- _Raw data_
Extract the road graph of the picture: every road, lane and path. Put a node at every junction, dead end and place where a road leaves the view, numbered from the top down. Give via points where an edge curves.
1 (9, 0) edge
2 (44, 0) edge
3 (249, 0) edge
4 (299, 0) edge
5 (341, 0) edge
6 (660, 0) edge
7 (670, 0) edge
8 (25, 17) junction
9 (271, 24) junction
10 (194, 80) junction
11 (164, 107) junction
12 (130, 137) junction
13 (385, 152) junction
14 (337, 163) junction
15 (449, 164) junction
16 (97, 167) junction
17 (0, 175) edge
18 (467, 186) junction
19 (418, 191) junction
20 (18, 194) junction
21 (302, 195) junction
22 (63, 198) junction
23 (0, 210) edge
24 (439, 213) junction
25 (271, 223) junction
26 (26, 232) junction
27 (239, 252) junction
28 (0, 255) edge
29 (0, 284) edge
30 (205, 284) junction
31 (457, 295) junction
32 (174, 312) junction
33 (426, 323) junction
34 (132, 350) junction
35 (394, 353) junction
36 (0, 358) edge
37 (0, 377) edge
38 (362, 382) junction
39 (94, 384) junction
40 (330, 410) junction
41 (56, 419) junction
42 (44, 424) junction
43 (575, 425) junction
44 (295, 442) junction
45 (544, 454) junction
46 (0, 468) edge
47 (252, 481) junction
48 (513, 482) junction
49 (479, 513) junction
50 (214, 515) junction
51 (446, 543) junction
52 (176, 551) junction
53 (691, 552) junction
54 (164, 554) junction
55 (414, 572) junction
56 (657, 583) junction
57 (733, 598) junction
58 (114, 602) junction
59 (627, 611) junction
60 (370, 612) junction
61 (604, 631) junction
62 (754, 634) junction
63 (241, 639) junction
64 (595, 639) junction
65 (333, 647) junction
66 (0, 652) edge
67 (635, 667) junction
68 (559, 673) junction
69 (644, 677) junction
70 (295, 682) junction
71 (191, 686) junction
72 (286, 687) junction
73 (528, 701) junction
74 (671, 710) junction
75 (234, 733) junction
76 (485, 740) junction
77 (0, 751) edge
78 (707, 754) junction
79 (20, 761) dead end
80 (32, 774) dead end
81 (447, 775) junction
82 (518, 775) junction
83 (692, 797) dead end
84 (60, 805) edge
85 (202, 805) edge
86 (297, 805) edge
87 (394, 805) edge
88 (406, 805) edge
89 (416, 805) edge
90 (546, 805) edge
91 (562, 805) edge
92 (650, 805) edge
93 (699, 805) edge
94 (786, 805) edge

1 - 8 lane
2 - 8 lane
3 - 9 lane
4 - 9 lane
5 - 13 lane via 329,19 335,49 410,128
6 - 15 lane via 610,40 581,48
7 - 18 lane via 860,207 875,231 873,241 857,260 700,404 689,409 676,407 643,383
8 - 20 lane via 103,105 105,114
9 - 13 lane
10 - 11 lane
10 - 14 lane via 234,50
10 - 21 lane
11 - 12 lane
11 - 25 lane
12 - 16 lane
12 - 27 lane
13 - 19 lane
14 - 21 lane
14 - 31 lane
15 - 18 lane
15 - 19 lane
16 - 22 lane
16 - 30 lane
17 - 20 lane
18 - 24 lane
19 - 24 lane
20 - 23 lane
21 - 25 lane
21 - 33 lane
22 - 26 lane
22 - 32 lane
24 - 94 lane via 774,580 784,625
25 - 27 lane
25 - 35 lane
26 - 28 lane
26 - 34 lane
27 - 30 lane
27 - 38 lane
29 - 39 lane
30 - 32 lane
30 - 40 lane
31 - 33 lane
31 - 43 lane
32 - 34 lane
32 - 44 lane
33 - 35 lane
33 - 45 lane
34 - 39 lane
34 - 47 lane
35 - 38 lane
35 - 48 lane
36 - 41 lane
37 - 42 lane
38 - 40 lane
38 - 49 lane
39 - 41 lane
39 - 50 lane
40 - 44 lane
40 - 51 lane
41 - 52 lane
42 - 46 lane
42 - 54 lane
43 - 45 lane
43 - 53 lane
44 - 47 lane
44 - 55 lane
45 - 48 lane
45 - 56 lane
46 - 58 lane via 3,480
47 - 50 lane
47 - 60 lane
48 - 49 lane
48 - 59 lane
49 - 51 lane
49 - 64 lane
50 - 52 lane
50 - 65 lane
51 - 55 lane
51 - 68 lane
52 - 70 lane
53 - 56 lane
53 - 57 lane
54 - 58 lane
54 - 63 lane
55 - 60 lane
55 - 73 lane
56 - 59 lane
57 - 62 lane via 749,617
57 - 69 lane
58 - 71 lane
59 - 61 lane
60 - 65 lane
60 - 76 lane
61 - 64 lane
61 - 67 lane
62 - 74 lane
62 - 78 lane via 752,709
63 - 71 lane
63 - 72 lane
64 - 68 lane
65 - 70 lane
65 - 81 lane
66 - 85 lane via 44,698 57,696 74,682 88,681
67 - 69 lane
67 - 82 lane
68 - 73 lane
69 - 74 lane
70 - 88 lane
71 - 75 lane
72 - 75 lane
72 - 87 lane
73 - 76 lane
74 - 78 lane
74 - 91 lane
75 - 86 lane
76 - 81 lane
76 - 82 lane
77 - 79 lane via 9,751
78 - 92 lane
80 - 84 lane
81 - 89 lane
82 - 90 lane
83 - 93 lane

- _Exercise aim_
List each line of the records that holds the string "dead".

- _The answer_
Extract the road graph of the picture: every road, lane and path. Put a node at every junction, dead end and place where a road leaves the view, numbered from the top down. Give via points where an edge curves.
79 (20, 761) dead end
80 (32, 774) dead end
83 (692, 797) dead end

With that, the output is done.